● Action item
Only lines holding the word "Potter" should be copied from the material.
+---+
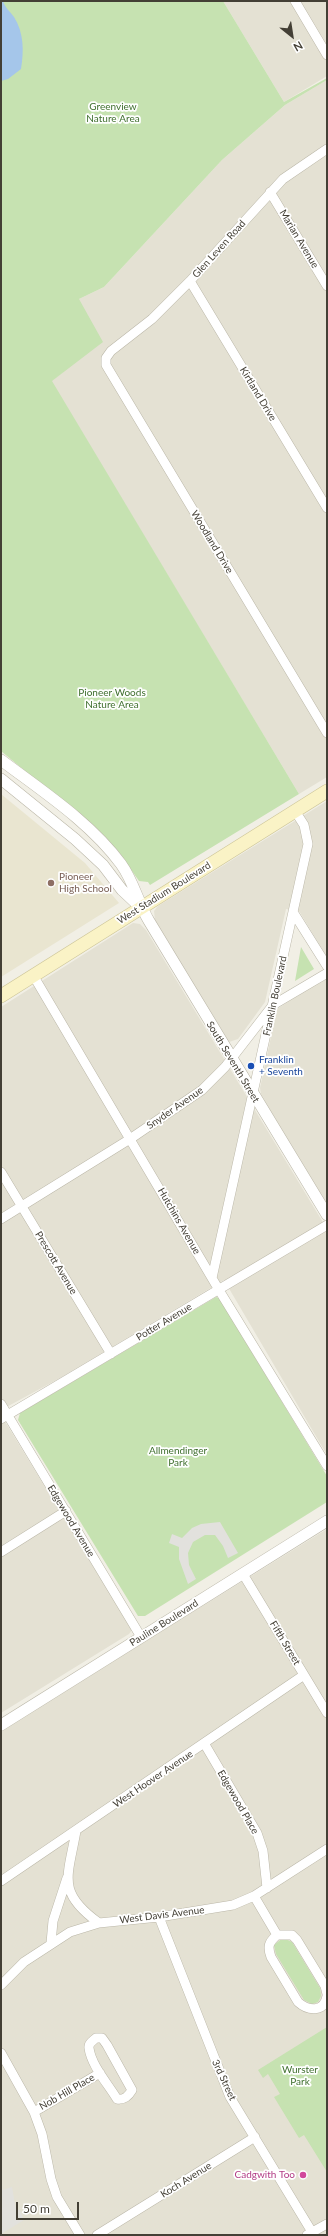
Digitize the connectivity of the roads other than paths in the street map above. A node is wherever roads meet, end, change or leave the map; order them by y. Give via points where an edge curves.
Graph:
1 (295, 1) edge
2 (326, 53) edge
3 (327, 149) edge
4 (270, 192) junction
5 (190, 281) junction
6 (327, 286) edge
7 (111, 351) joint
8 (327, 508) edge
9 (327, 733) edge
10 (1, 760) edge
11 (1, 779) edge
12 (327, 791) edge
13 (295, 811) junction
14 (141, 908) junction
15 (293, 912) junction
16 (327, 966) edge
17 (327, 973) edge
18 (33, 975) junction
19 (1, 996) edge
20 (273, 1005) junction
21 (231, 1058) junction
22 (254, 1096) junction
23 (130, 1139) junction
24 (1, 1172) edge
25 (22, 1206) junction
26 (327, 1215) edge
27 (1, 1219) edge
28 (327, 1225) edge
29 (212, 1278) junction
30 (218, 1290) junction
31 (111, 1354) junction
32 (1, 1404) edge
33 (4, 1417) edge
34 (327, 1466) edge
35 (66, 1511) junction
36 (327, 1521) edge
37 (1, 1552) edge
38 (243, 1574) junction
39 (141, 1637) junction
40 (304, 1675) junction
41 (327, 1713) edge
42 (1, 1725) edge
43 (204, 1743) junction
44 (76, 1831) junction
45 (327, 1849) edge
46 (67, 1878) junction
47 (1, 1881) edge
48 (267, 1888) junction
49 (254, 1896) junction
50 (159, 1917) junction
51 (99, 1923) junction
52 (277, 1935) junction
53 (51, 1943) junction
54 (1, 1985) edge
55 (327, 1995) edge
56 (1, 2053) edge
57 (100, 2073) junction
58 (34, 2112) junction
59 (255, 2137) junction
60 (327, 2224) edge
61 (310, 2233) edge
62 (80, 2235) edge
63 (97, 2235) edge

1 - 2 street
3 - 4 street, Glen Leven Road via 296,168
4 - 5 street, Glen Leven Road
4 - 6 street, Marian Avenue
5 - 7 street, Glen Leven Road via 152,319
5 - 8 street, Kirtland Drive
7 - 9 street, Woodland Drive via 106,358 109,374
10 - 14 street, South Seventh Street via 107,846 132,881
11 - 14 street, South Seventh Street via 75,839 103,865 122,890
12 - 13 main road, West Stadium Boulevard
13 - 14 main road, West Stadium Boulevard
13 - 15 street, Franklin Boulevard via 304,825 308,844
14 - 18 main road, West Stadium Boulevard
14 - 21 street, South Seventh Street
15 - 16 street
15 - 20 street, Franklin Boulevard
17 - 20 street, Snyder Avenue
18 - 19 main road, West Stadium Boulevard
18 - 23 street, Hutchins Avenue
20 - 21 street, Snyder Avenue
20 - 22 street, Franklin Boulevard
21 - 22 street, South Seventh Street
21 - 23 street, Snyder Avenue via 202,1090
22 - 26 street, South Seventh Street
22 - 29 street, Franklin Boulevard
23 - 25 street, Snyder Avenue
23 - 29 street, Hutchins Avenue
24 - 25 street, Prescott Avenue
25 - 27 street, Snyder Avenue
25 - 31 street, Prescott Avenue
28 - 30 street, Potter Avenue
29 - 30 street, Hutchins Avenue
30 - 31 street, Potter Avenue
30 - 34 street, Hutchins Avenue
31 - 33 street, Potter Avenue
32 - 33 street, Edgewood Avenue
33 - 35 street, Edgewood Avenue
35 - 37 street
35 - 39 street, Edgewood Avenue
36 - 38 street, Pauline Boulevard
38 - 39 street, Pauline Boulevard
38 - 40 street, Fifth Street
39 - 42 street, Pauline Boulevard
40 - 41 street, Fifth Street
40 - 43 street, West Hoover Avenue
43 - 44 street, West Hoover Avenue
43 - 48 street, Edgewood Place via 258,1833 263,1850
44 - 46 street
44 - 47 street, West Hoover Avenue
45 - 48 street, West Davis Avenue
46 - 51 street via 78,1906
46 - 53 street via 54,1915
48 - 49 street, West Davis Avenue
49 - 50 street, West Davis Avenue via 233,1905
49 - 52 street
50 - 51 street, West Davis Avenue
50 - 59 street, 3rd Street via 223,2081
51 - 53 street, West Davis Avenue via 70,1932
52 - 55 street via 292,1935 297,1940 325,1986
52 - 55 street via 270,1941 268,1949 298,2002 311,2010 320,2008 326,2002
53 - 54 street, West Davis Avenue via 24,1962
56 - 58 street
57 - 57 street via 88,2047 96,2038 102,2038 129,2083 132,2090 129,2096 117,2099
57 - 58 street, Nob Hill Place
58 - 62 street via 57,2197
59 - 61 street, 3rd Street
59 - 63 street, Koch Avenue
60 - 61 street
+---+
● Solution
28 - 30 street, Potter Avenue
30 - 31 street, Potter Avenue
31 - 33 street, Potter Avenue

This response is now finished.